Yoplait, Danone, Lactalis-Nestlé, les trois géants se partagent 80 % du segment hyperprotéiné en grande distribution. Yoplait a même ravi à Danone la place de première marque nationale sur ce créneau, alors que c’est Danone qui a importé le concept en France en 2018. Les marques de distributeurs ont suivi en quelques mois, suivies par les pure players islandais comme Siggi’s ou les acteurs alternatifs comme Les 2 vaches.
Le diététicien Raphaël Gruman, interrogé par Le Parisien, parle d’un « effet de mode » qui repose sur des bases nutritionnelles solides. « C’est un produit intéressant pour la satiété et pour les sportifs, mais il ne faut pas en faire un médicament. » Le médecin rappelle qu’un yaourt grec ou un fromage blanc 0 % offrent des profils proches, sans le packaging arctique.
Danone met 20 millions sur la table en Normandie
Le ralentissement du marché du yaourt classique a pris les industriels au dépourvu. Pour Danone, le skyr est devenu un relais de croissance prioritaire. Le groupe vient d’annoncer un investissement de 20 millions d’euros dans sa laiterie de Ferrières-en-Bray, en Seine-Maritime. Deux nouvelles lignes de conditionnement vont être installées d’ici fin 2026.
Objectif : produire 10 % de skyr en plus l’an prochain, puis 80 % de plus à l’horizon 2027-2028. Le site normand emploie déjà une centaine de salariés et collecte le lait d’environ 250 fermes locales. La filière voit dans le skyr une occasion de revaloriser la production laitière française, secouée par dix ans de crise des prix.
Le résultat trimestriel publié par Danone vient confirmer le pari. Le chiffre d’affaires du groupe au premier trimestre 2026 atteint 6,71 milliards d’euros, en hausse, porté par les segments santé, eau et ultra-frais protéiné. L’action a bondi de 5 % à l’ouverture après la publication.
Trois fois plus cher qu’un yaourt nature
Le revers de la médaille tient en un mot : le prix. Un pot de skyr de 150 grammes se vend en moyenne 1,10 à 1,40 euro à l’unité. Un yaourt nature classique, à grammage équivalent, se trouve à moins de 0,40 euro. Soit un produit trois à quatre fois plus cher, justifié par la quantité de lait nécessaire et par la marge supplémentaire que les industriels prélèvent sur ce segment premium.
Les associations de consommateurs s’agacent de la confusion entretenue. 60 Millions de consommateurs rappelle que la mention « riche en protéines » ne nécessite pas une teneur démesurée pour être autorisée. Plusieurs études relèvent aussi que les versions aromatisées du skyr peuvent contenir jusqu’à 9 grammes de sucres ajoutés, ramenant le profil nutritionnel près d’un yaourt aux fruits classique.

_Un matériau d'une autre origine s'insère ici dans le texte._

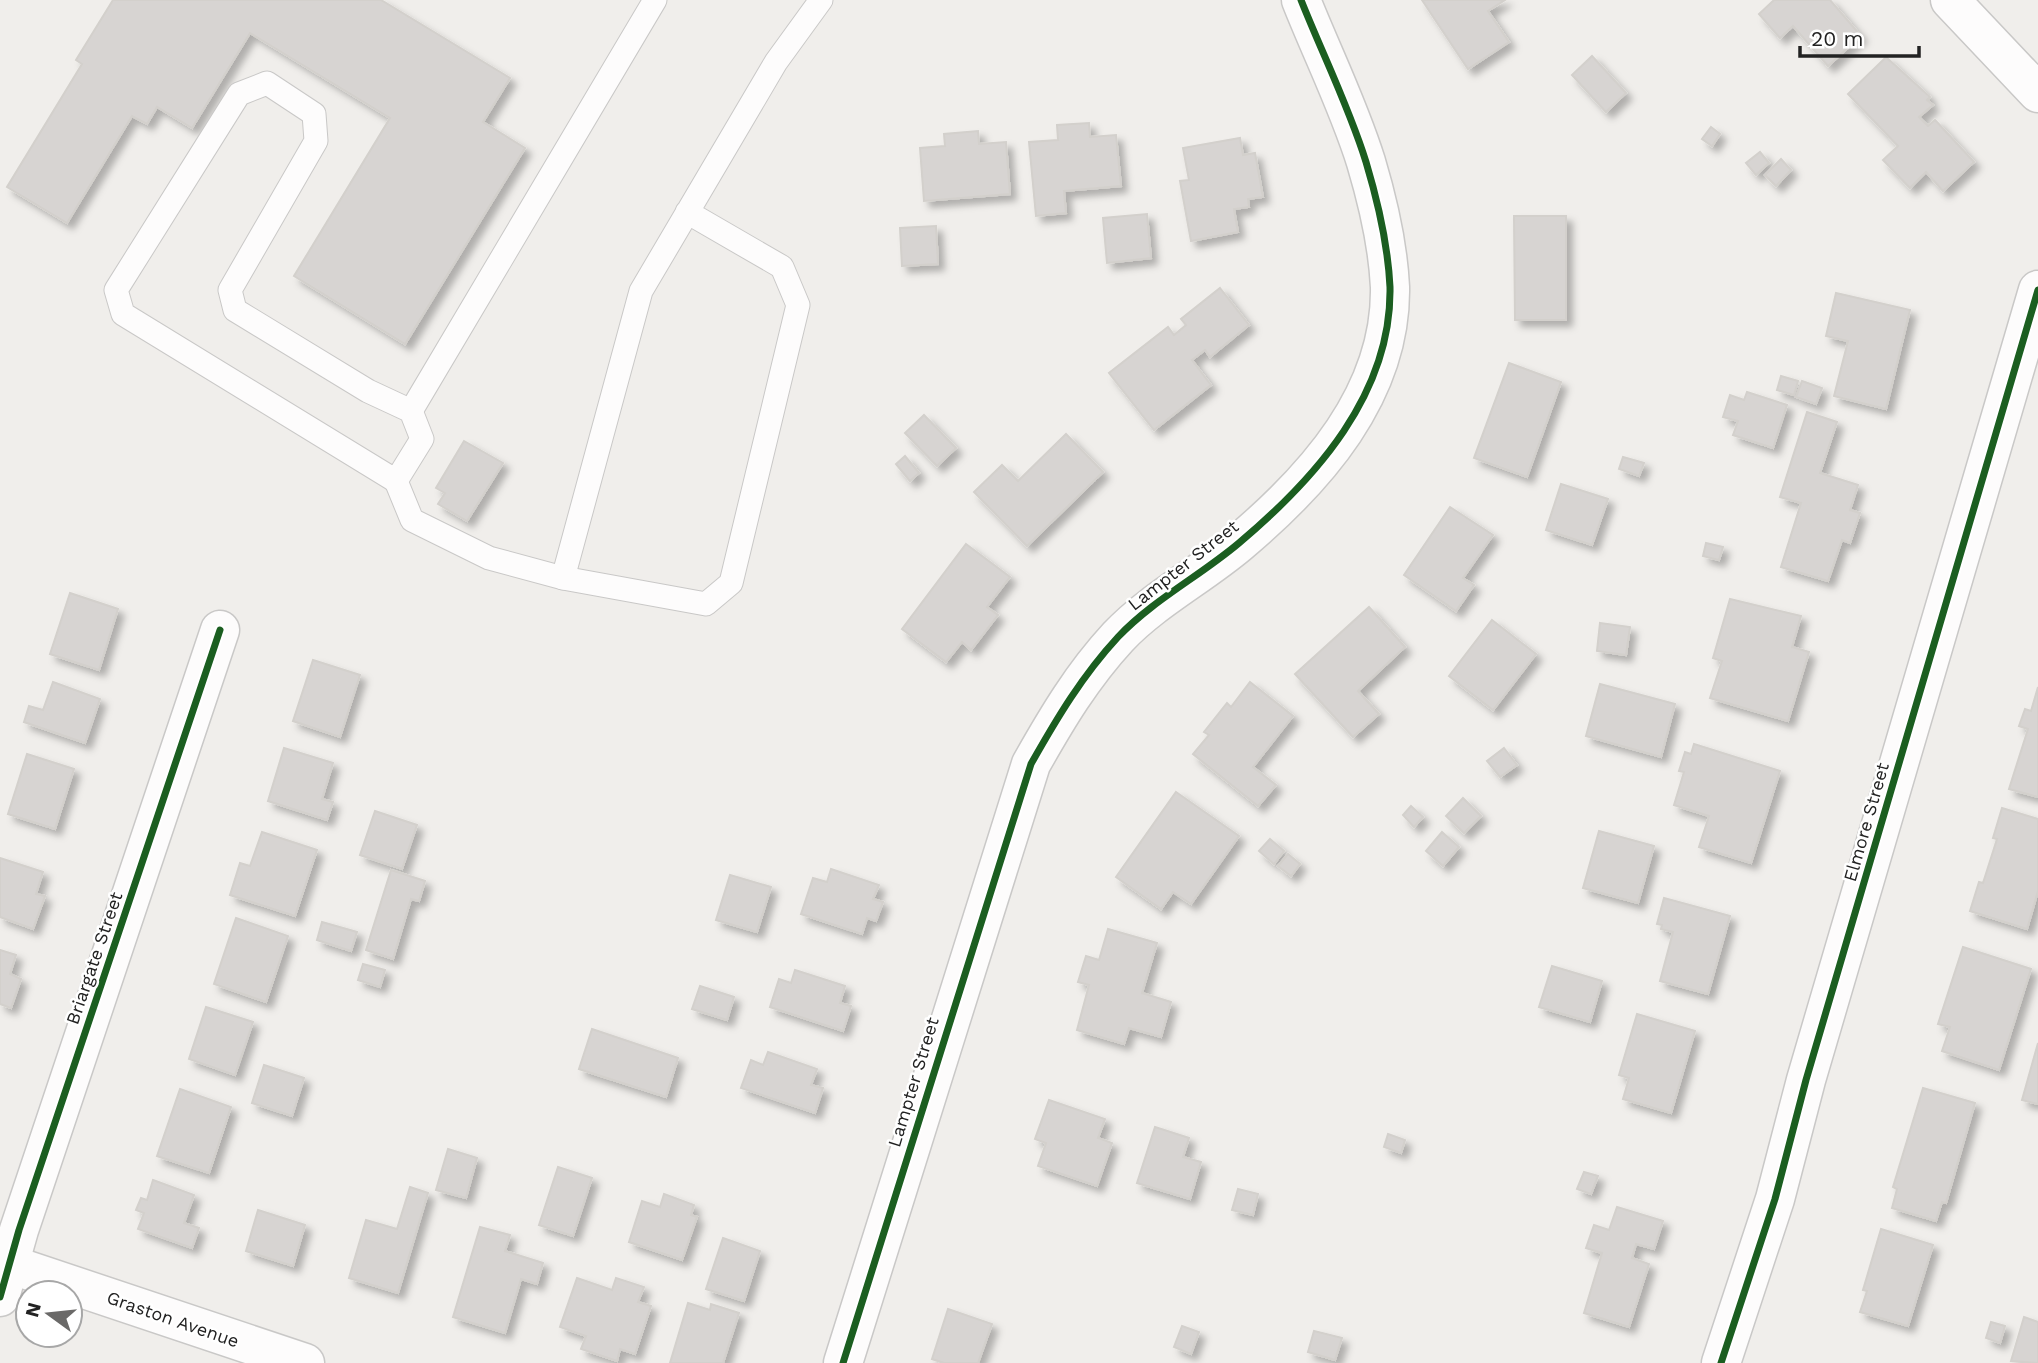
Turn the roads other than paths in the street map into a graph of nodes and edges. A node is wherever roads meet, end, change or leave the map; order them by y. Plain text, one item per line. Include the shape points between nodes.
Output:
1 (655, 0) edge
2 (821, 0) edge
3 (1301, 0) edge
4 (1950, 0) edge
5 (2038, 93) edge
6 (687, 212) junction
7 (2038, 290) edge
8 (411, 411) junction
9 (396, 481) junction
10 (563, 578) junction
11 (220, 630) dead end
12 (4, 1274) edge
13 (305, 1363) edge
14 (843, 1363) edge
15 (1721, 1363) edge

1 - 8 lane
2 - 6 lane via 776,62
3 - 14 street, Lampter Street via 1365,160 1379,209 1389,295 1382,345 1369,385 1324,461 1282,506 1119,636 1074,689 1031,764
4 - 5 street
6 - 10 lane via 641,291
6 - 10 lane via 782,267 797,305 731,583 706,604
7 - 15 street, Elmore Street via 1775,1199
8 - 9 lane via 422,439
8 - 9 lane via 368,391 234,310 230,290 317,141 314,114 267,83 239,94 116,290 123,314
9 - 10 lane via 412,520 489,558
11 - 12 street, Briargate Street
12 - 13 street, Graston Avenue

Pourquoi le craze va durer
Plusieurs signaux laissent penser que le pic n’est pas encore atteint. La consommation française reste loin derrière le marché allemand, où le skyr représente déjà 12 % de l’ultra-frais. L’Allemagne sert souvent de baromètre avancé pour les tendances alimentaires sur l’Hexagone, avec un décalage de deux à trois ans.
Les industriels misent aussi sur l’élargissement de la gamme. Skyr à boire, skyr aux fruits, skyr en tube pour enfants, skyr glacé, skyr cuisine. Chaque sous-segment ouvre un nouveau rayon, donc un nouveau ticket de caisse. Yoplait travaille déjà sur des desserts au skyr censés concurrencer les crèmes glacées light en été.

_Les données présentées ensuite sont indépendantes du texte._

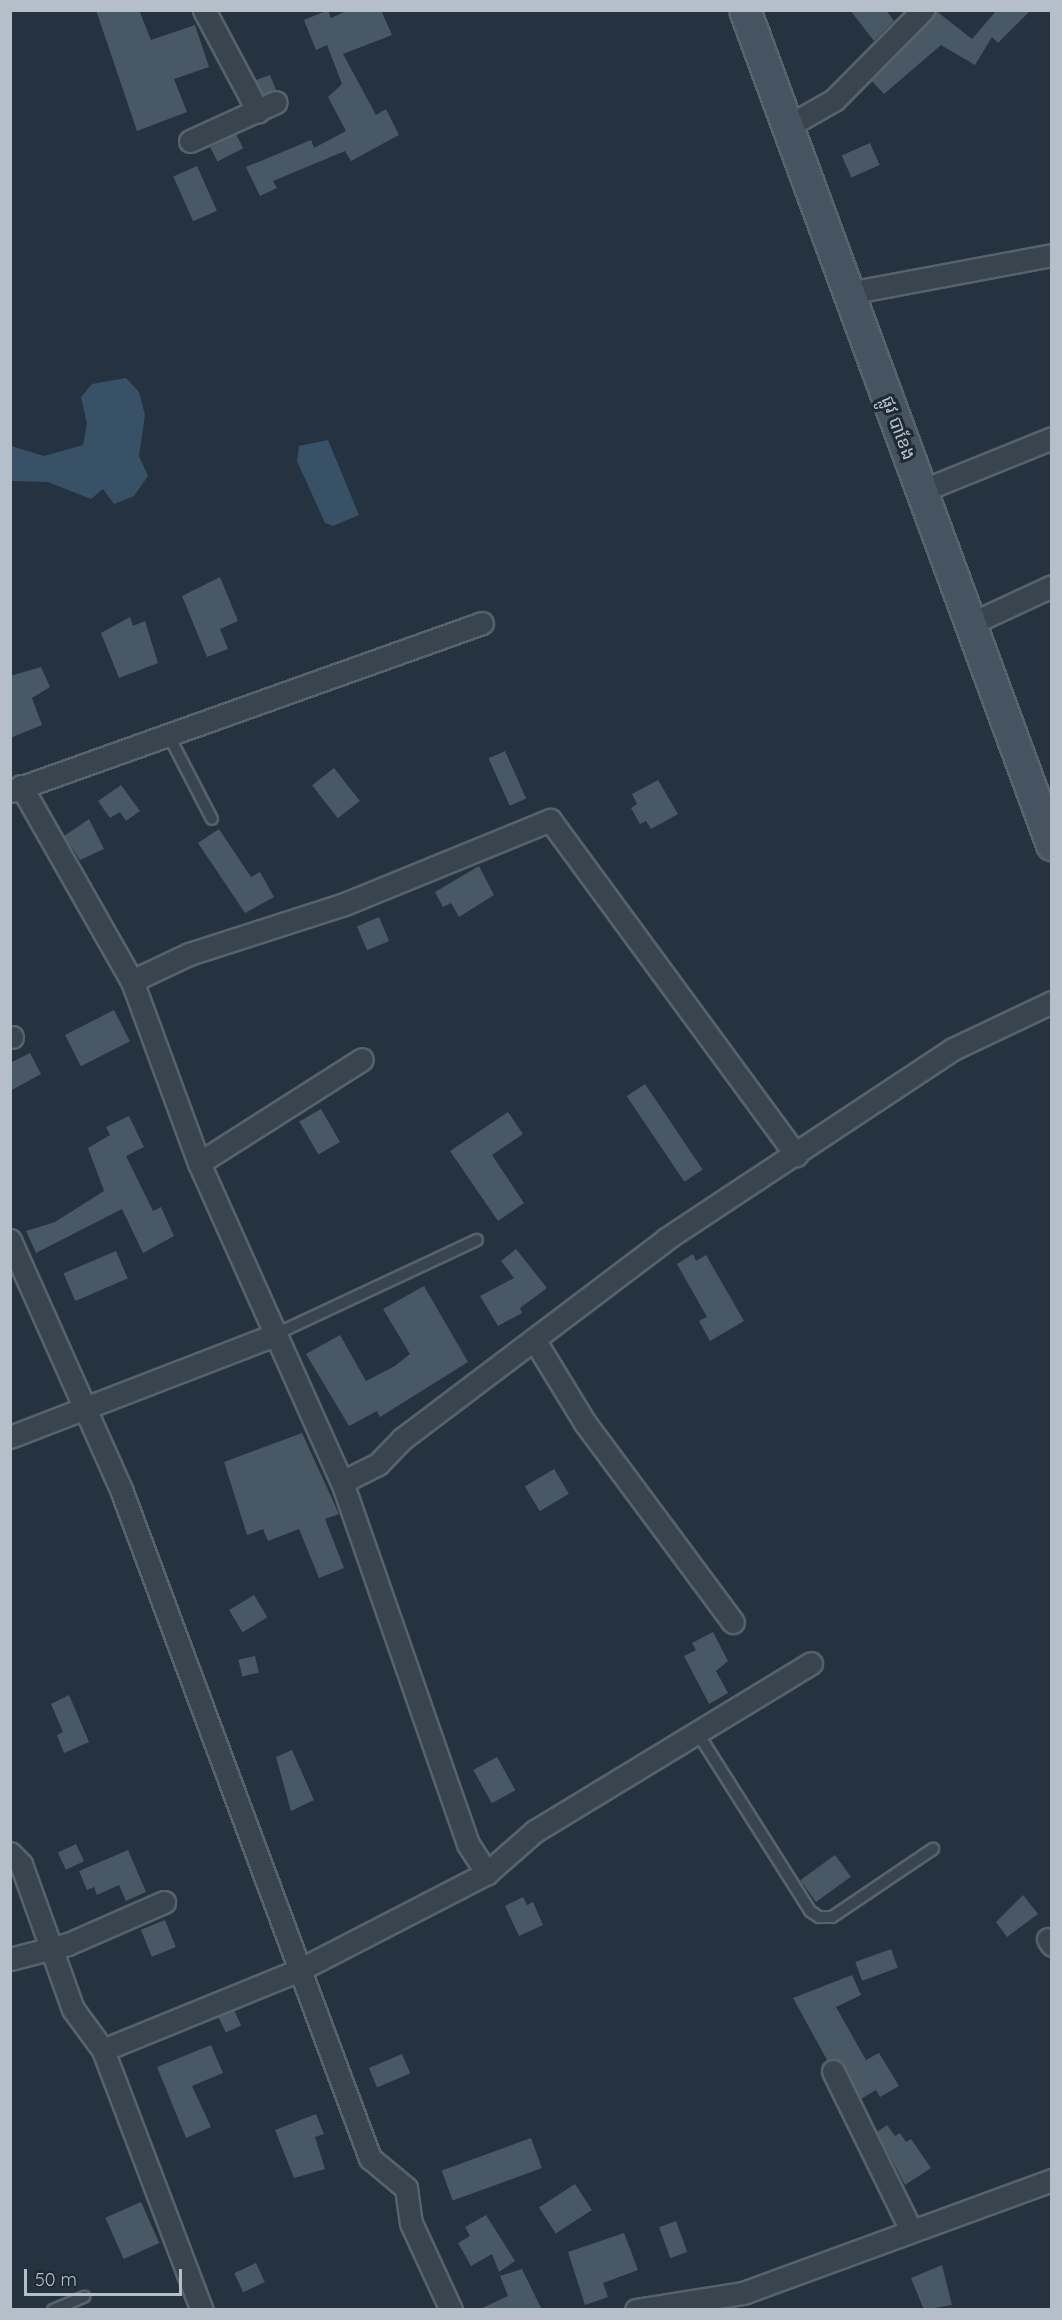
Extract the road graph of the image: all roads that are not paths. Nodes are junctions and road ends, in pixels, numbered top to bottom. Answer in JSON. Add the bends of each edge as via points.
{"nodes":[{"id":1,"x":745,"y":10,"type":"edge"},
{"id":2,"x":923,"y":10,"type":"edge"},
{"id":3,"x":211,"y":12,"type":"edge"},
{"id":4,"x":788,"y":126,"type":"junction"},
{"id":5,"x":190,"y":141,"type":"dead end"},
{"id":6,"x":1052,"y":255,"type":"edge"},
{"id":7,"x":849,"y":293,"type":"junction"},
{"id":8,"x":1052,"y":438,"type":"edge"},
{"id":9,"x":921,"y":490,"type":"junction"},
{"id":10,"x":1052,"y":586,"type":"edge"},
{"id":11,"x":482,"y":623,"type":"dead end"},
{"id":12,"x":970,"y":624,"type":"junction"},
{"id":13,"x":170,"y":738,"type":"junction"},
{"id":14,"x":16,"y":789,"type":"edge"},
{"id":15,"x":212,"y":819,"type":"dead end"},
{"id":16,"x":1052,"y":845,"type":"edge"},
{"id":17,"x":132,"y":981,"type":"junction"},
{"id":18,"x":1052,"y":1002,"type":"edge"},
{"id":19,"x":362,"y":1059,"type":"dead end"},
{"id":20,"x":796,"y":1155,"type":"junction"},
{"id":21,"x":199,"y":1163,"type":"junction"},
{"id":22,"x":10,"y":1240,"type":"edge"},
{"id":23,"x":477,"y":1240,"type":"dead end"},
{"id":24,"x":274,"y":1335,"type":"junction"},
{"id":25,"x":535,"y":1341,"type":"junction"},
{"id":26,"x":84,"y":1408,"type":"junction"},
{"id":27,"x":10,"y":1437,"type":"edge"},
{"id":28,"x":342,"y":1482,"type":"junction"},
{"id":29,"x":734,"y":1622,"type":"dead end"},
{"id":30,"x":811,"y":1663,"type":"dead end"},
{"id":31,"x":697,"y":1732,"type":"junction"},
{"id":32,"x":933,"y":1849,"type":"dead end"},
{"id":33,"x":10,"y":1853,"type":"edge"},
{"id":34,"x":487,"y":1873,"type":"junction"},
{"id":35,"x":164,"y":1902,"type":"dead end"},
{"id":36,"x":48,"y":1946,"type":"junction"},
{"id":37,"x":10,"y":1959,"type":"edge"},
{"id":38,"x":302,"y":1969,"type":"junction"},
{"id":39,"x":103,"y":2050,"type":"junction"},
{"id":40,"x":832,"y":2071,"type":"dead end"},
{"id":41,"x":1052,"y":2180,"type":"edge"},
{"id":42,"x":910,"y":2228,"type":"junction"},
{"id":43,"x":84,"y":2297,"type":"dead end"},
{"id":44,"x":53,"y":2310,"type":"edge"},
{"id":45,"x":202,"y":2310,"type":"edge"},
{"id":46,"x":452,"y":2310,"type":"edge"},
{"id":47,"x":636,"y":2310,"type":"edge"}],
"edges":[{"from":1,"to":4,"type":"street","name":"ផ្លូវ បាខែង"},
{"from":2,"to":4,"type":"street","via":[[834,100]]},
{"from":3,"to":5,"type":"street","via":[[267,106]]},
{"from":4,"to":7,"type":"street","name":"ផ្លូវ បាខែង"},
{"from":6,"to":7,"type":"street"},
{"from":7,"to":9,"type":"street","name":"ផ្លូវ បាខែង"},
{"from":8,"to":9,"type":"street"},
{"from":9,"to":12,"type":"street","name":"ផ្លូវ បាខែង"},
{"from":10,"to":12,"type":"street"},
{"from":11,"to":13,"type":"street"},
{"from":12,"to":16,"type":"street","name":"ផ្លូវ បាខែង"},
{"from":13,"to":14,"type":"street"},
{"from":13,"to":15,"type":"lane"},
{"from":14,"to":17,"type":"street"},
{"from":17,"to":20,"type":"street","via":[[189,954],[342,905],[550,820]]},
{"from":17,"to":21,"type":"street"},
{"from":18,"to":20,"type":"street","via":[[953,1049]]},
{"from":19,"to":21,"type":"street"},
{"from":20,"to":25,"type":"street","via":[[666,1239]]},
{"from":21,"to":24,"type":"street"},
{"from":22,"to":26,"type":"street"},
{"from":23,"to":24,"type":"lane"},
{"from":24,"to":26,"type":"street"},
{"from":24,"to":28,"type":"street"},
{"from":25,"to":28,"type":"street","via":[[402,1438],[378,1464]]},
{"from":25,"to":29,"type":"street","via":[[585,1423]]},
{"from":26,"to":27,"type":"street"},
{"from":26,"to":38,"type":"street","via":[[123,1492]]},
{"from":28,"to":34,"type":"street","via":[[468,1844]]},
{"from":30,"to":31,"type":"street"},
{"from":31,"to":32,"type":"lane","via":[[810,1911],[819,1917],[832,1917]]},
{"from":31,"to":34,"type":"street","via":[[522,1839]]},
{"from":33,"to":36,"type":"street","via":[[21,1864]]},
{"from":34,"to":38,"type":"street"},
{"from":35,"to":36,"type":"street","via":[[68,1944]]},
{"from":36,"to":37,"type":"street"},
{"from":36,"to":39,"type":"street","via":[[73,2009]]},
{"from":38,"to":39,"type":"street"},
{"from":38,"to":46,"type":"street","via":[[370,2158],[406,2188],[411,2223]]},
{"from":39,"to":45,"type":"street"},
{"from":40,"to":42,"type":"street"},
{"from":41,"to":42,"type":"street"},
{"from":42,"to":47,"type":"street","via":[[743,2293]]},
{"from":43,"to":44,"type":"lane"}]}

Le prochain virage attendu : des skyrs encore plus protéinés, autour de 15 grammes par 100 grammes, pour rivaliser avec les barres et boissons sportives. Plusieurs marques préparent des lancements pour la rentrée. La bataille des rayons va se durcir, et les consommateurs vont devoir lire les étiquettes de plus en plus attentivement pour distinguer le pot santé du pot marketing.